• **Requirement**:
Take each line of the material that includes "MELANDVEIEN" and copy it.

□ □ □

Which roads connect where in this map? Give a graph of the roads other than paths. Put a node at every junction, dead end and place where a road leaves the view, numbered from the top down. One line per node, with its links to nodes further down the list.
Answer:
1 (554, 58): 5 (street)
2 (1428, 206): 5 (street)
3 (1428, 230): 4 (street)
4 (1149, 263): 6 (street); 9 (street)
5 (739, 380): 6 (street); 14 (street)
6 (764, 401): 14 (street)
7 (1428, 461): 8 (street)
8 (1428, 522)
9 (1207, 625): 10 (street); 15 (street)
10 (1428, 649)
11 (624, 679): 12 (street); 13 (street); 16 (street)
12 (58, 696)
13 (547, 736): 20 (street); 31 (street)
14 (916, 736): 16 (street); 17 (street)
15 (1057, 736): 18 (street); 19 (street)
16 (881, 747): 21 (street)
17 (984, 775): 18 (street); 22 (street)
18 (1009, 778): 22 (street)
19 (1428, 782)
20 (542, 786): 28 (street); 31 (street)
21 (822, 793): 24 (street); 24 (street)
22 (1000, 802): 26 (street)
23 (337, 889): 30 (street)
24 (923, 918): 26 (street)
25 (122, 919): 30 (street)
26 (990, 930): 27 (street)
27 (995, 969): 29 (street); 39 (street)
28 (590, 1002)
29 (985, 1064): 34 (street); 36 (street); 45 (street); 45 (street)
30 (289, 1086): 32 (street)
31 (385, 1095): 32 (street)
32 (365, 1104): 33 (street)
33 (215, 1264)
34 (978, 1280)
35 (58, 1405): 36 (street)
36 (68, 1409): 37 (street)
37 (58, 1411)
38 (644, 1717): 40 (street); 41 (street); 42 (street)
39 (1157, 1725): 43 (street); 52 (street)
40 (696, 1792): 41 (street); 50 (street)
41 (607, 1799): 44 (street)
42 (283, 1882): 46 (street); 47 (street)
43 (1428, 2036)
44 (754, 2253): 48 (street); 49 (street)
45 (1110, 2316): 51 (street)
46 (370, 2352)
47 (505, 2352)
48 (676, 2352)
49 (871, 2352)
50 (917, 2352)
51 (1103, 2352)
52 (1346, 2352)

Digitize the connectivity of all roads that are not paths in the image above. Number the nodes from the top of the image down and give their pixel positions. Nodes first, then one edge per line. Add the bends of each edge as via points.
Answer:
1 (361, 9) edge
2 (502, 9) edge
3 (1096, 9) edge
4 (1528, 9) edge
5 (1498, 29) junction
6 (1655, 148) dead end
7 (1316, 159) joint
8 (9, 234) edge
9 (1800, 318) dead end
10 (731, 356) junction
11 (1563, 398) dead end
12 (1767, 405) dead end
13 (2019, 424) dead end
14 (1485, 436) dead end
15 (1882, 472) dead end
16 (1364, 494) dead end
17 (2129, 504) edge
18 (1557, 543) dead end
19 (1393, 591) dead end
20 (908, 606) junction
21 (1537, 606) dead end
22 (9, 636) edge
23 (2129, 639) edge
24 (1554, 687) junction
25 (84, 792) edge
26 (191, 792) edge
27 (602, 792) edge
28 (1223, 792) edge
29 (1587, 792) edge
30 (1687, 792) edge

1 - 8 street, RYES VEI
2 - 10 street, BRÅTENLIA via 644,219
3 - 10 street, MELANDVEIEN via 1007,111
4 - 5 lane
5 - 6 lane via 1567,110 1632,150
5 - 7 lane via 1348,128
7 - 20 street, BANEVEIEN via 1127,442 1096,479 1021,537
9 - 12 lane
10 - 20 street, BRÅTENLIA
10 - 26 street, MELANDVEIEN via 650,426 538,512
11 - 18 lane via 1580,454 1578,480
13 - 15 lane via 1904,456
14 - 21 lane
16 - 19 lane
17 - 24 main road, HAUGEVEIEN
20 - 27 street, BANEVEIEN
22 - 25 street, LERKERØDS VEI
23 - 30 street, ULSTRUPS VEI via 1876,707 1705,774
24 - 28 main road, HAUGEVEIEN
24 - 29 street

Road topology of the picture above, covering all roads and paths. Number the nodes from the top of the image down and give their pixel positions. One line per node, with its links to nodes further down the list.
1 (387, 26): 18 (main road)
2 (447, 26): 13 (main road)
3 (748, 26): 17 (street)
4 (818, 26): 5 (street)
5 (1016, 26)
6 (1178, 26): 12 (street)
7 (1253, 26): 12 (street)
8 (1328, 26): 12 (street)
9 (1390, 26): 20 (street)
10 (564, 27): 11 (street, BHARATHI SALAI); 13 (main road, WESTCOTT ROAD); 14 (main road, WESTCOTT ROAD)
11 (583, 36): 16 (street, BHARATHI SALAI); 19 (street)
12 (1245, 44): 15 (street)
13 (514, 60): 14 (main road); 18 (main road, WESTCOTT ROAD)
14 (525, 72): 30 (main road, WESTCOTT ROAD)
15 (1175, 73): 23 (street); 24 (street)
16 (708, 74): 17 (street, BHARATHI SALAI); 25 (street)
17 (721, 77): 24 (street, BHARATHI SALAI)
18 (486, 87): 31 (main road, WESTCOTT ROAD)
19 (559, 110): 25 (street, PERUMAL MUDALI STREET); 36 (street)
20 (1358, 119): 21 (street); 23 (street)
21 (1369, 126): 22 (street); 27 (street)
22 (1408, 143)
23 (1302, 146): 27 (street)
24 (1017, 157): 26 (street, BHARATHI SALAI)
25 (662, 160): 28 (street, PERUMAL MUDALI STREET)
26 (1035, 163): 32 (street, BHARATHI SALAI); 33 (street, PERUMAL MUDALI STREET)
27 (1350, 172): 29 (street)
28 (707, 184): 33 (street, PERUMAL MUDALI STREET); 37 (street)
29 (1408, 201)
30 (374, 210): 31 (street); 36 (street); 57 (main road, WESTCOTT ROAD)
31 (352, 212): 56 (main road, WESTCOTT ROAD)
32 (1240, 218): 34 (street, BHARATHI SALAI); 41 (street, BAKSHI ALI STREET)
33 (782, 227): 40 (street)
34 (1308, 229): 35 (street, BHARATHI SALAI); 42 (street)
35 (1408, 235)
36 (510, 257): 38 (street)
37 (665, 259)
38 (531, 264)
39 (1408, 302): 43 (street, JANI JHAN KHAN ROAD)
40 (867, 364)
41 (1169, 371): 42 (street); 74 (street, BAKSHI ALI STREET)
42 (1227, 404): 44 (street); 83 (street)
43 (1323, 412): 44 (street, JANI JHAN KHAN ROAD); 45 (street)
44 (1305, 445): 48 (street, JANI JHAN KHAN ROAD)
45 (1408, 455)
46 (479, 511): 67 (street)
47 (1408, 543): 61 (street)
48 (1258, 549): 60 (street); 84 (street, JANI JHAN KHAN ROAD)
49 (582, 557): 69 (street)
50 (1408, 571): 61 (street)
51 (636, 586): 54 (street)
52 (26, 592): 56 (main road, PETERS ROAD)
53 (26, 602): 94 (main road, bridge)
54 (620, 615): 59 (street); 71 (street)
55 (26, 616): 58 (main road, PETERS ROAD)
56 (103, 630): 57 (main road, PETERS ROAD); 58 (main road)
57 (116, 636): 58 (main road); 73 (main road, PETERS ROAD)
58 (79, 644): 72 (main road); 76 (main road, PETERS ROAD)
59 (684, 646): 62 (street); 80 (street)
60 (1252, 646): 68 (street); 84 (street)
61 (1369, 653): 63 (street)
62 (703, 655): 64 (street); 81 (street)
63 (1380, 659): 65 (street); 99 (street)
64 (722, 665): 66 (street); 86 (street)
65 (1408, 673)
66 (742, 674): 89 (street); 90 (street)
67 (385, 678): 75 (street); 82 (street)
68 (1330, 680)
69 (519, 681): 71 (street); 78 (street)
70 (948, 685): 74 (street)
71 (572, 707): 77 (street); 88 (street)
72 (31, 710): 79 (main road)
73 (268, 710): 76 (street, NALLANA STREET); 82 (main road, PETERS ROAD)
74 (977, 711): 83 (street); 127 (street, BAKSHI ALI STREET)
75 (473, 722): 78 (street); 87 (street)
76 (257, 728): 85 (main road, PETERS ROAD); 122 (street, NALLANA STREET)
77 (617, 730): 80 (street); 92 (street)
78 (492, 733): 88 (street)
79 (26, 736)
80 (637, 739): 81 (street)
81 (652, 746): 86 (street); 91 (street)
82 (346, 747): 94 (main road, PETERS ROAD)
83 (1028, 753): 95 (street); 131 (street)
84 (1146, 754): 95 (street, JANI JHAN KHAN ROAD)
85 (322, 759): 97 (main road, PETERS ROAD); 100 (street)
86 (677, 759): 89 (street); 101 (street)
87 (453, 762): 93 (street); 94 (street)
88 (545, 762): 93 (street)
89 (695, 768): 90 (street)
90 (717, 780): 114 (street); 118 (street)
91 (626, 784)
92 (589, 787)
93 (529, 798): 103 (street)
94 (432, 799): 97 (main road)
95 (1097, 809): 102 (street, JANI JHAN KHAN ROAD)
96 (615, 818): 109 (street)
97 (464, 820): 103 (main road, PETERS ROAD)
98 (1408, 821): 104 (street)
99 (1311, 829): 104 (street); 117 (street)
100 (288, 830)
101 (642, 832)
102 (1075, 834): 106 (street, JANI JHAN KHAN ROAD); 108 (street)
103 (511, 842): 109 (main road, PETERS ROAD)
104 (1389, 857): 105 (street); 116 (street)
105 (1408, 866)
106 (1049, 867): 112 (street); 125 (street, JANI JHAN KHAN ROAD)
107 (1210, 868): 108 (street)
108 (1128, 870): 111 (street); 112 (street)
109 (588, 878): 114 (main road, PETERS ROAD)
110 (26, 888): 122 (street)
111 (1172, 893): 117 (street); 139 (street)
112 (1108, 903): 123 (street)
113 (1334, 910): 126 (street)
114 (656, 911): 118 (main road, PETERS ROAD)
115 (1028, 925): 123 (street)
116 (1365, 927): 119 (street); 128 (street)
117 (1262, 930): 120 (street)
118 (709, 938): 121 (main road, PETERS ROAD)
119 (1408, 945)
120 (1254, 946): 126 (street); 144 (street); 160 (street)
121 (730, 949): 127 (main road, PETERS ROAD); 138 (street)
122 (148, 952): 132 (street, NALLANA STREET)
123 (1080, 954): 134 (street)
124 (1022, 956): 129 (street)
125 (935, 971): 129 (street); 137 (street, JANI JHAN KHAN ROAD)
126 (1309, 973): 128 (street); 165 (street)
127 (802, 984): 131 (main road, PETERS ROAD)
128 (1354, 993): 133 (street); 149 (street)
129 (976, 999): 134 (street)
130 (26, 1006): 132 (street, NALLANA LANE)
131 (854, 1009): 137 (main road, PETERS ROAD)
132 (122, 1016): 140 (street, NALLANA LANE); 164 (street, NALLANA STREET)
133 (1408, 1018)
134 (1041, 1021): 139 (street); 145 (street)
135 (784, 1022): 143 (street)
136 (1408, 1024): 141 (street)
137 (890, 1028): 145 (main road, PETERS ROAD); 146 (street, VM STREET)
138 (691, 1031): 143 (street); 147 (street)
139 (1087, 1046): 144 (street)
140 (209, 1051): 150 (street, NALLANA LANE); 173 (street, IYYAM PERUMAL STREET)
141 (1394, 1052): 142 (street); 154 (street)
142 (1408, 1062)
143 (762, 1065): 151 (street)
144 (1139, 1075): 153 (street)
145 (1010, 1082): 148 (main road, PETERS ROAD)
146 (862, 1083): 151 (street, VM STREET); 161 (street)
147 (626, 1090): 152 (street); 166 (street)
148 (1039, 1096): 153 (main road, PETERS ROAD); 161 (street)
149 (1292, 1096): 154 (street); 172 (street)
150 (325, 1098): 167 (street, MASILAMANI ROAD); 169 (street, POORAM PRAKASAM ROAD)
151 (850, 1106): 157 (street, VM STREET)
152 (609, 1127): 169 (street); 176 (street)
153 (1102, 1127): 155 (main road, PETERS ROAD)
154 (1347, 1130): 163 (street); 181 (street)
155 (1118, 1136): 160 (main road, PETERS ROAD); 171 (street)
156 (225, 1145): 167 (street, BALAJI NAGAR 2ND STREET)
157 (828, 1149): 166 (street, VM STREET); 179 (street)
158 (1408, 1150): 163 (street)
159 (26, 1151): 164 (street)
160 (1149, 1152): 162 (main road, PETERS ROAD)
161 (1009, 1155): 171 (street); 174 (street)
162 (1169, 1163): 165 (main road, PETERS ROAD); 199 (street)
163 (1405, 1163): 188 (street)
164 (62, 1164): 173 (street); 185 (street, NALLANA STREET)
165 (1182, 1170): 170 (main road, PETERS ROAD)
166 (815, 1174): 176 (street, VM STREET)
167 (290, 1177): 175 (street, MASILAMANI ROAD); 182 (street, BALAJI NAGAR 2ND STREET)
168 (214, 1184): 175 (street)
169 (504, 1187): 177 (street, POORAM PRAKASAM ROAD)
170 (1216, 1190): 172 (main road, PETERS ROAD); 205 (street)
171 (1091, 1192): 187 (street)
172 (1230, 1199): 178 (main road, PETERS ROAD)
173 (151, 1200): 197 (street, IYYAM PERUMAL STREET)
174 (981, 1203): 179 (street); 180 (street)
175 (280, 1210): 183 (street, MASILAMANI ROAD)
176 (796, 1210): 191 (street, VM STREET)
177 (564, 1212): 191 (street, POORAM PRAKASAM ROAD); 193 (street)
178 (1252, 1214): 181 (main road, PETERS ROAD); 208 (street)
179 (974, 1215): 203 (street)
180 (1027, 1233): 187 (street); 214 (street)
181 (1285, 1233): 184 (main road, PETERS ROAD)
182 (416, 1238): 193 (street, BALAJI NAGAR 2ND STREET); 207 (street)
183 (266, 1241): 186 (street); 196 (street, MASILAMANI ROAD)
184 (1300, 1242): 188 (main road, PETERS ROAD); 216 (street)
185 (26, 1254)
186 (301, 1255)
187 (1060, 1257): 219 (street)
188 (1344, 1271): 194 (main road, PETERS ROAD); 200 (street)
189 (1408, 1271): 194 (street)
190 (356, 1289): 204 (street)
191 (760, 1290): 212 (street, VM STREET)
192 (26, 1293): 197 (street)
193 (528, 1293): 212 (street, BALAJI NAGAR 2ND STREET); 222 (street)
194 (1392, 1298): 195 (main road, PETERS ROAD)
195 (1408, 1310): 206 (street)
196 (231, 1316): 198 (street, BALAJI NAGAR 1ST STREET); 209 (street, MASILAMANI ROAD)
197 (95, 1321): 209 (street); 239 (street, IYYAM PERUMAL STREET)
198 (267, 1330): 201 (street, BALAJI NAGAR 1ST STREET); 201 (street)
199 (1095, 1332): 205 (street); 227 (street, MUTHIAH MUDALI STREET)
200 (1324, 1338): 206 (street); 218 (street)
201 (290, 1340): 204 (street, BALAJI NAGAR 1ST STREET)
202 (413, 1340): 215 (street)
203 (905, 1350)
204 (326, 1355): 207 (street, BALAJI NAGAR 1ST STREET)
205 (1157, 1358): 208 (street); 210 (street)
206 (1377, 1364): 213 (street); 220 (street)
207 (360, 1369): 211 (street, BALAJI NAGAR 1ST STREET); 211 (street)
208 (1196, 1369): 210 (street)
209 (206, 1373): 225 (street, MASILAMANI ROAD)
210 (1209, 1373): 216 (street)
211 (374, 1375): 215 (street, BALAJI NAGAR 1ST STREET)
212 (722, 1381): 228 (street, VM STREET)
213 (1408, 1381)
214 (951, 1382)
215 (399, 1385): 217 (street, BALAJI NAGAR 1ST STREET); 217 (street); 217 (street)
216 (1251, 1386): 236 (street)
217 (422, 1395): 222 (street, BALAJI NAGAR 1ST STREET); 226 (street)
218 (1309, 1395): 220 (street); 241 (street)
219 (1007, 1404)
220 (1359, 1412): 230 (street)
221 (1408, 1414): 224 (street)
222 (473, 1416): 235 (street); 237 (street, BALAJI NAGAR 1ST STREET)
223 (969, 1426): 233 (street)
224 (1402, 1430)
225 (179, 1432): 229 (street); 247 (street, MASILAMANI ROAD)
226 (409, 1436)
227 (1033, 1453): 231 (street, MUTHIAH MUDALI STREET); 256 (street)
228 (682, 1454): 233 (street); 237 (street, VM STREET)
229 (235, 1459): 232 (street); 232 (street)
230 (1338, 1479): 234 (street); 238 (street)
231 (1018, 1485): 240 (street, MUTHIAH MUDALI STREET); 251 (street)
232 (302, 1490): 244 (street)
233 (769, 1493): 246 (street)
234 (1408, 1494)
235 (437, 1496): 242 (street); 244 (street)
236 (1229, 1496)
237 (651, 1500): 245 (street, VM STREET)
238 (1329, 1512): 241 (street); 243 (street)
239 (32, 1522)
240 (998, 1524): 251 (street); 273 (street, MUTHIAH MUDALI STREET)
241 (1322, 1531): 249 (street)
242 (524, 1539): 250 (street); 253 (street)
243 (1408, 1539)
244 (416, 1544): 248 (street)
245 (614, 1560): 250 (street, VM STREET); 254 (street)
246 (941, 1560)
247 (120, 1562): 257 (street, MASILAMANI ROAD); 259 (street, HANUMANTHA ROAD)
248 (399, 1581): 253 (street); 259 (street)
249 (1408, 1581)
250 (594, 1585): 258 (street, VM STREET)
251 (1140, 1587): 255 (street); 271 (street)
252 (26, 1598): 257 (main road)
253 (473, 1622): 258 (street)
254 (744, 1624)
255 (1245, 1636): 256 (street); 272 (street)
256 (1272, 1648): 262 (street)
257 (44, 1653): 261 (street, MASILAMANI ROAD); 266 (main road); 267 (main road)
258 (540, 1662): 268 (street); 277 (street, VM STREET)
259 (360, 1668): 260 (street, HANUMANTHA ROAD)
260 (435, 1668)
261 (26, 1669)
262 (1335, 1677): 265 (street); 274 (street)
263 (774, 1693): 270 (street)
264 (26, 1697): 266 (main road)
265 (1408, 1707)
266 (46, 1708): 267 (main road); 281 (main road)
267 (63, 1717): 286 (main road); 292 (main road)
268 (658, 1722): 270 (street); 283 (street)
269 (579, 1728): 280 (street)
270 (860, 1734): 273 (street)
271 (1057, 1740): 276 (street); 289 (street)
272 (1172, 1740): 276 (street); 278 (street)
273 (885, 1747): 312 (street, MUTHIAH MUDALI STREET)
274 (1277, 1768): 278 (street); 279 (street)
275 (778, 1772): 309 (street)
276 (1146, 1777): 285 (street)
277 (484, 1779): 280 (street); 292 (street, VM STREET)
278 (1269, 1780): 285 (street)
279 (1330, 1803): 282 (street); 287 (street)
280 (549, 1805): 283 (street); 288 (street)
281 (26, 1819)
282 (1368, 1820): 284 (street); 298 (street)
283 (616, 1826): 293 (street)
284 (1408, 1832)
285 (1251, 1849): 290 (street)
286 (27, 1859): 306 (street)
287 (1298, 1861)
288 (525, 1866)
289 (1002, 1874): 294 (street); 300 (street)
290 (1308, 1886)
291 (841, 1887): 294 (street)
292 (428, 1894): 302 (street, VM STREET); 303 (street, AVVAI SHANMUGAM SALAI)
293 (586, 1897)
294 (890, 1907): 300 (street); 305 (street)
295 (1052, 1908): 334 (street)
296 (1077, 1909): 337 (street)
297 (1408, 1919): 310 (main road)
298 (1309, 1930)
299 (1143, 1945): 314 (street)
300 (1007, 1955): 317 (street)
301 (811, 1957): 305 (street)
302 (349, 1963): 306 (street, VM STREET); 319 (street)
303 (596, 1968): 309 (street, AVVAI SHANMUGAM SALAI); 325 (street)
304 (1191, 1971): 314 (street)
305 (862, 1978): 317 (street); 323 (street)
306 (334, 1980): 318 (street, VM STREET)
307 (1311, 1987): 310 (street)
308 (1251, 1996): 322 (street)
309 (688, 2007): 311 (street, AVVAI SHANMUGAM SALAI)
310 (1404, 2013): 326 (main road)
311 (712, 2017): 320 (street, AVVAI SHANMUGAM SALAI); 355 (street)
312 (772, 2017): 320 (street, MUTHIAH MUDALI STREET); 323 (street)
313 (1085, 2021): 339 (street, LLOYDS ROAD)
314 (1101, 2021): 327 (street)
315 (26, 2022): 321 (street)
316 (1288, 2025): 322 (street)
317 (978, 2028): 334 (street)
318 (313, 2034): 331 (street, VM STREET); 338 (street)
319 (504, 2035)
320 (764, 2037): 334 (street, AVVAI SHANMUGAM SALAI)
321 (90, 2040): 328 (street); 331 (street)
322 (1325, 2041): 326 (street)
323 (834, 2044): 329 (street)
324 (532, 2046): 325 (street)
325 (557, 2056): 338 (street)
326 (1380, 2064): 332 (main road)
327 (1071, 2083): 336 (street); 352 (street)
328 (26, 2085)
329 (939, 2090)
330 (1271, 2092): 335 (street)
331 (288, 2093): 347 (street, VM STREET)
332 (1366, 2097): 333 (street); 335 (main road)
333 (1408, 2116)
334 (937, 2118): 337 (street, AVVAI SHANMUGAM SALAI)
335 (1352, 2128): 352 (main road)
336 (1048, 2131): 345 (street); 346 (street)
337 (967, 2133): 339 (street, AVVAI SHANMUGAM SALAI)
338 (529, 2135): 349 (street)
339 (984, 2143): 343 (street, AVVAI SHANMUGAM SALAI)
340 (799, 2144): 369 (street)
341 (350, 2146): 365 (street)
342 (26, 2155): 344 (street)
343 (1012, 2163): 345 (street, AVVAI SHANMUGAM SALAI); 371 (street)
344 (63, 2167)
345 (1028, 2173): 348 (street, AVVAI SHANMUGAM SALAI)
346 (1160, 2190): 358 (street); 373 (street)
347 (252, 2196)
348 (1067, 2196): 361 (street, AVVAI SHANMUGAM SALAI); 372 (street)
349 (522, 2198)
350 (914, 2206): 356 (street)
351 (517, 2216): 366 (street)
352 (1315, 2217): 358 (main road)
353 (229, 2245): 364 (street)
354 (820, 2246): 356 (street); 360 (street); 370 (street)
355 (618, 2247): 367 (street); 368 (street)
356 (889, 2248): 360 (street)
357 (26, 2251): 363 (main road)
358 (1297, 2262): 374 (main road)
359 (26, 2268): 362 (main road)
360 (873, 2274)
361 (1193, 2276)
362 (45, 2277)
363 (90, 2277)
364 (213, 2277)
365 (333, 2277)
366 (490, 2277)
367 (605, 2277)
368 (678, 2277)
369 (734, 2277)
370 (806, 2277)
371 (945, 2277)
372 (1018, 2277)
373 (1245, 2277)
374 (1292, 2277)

□ □ □

• **Solution**:
3 - 10 street, MELANDVEIEN via 1007,111
10 - 26 street, MELANDVEIEN via 650,426 538,512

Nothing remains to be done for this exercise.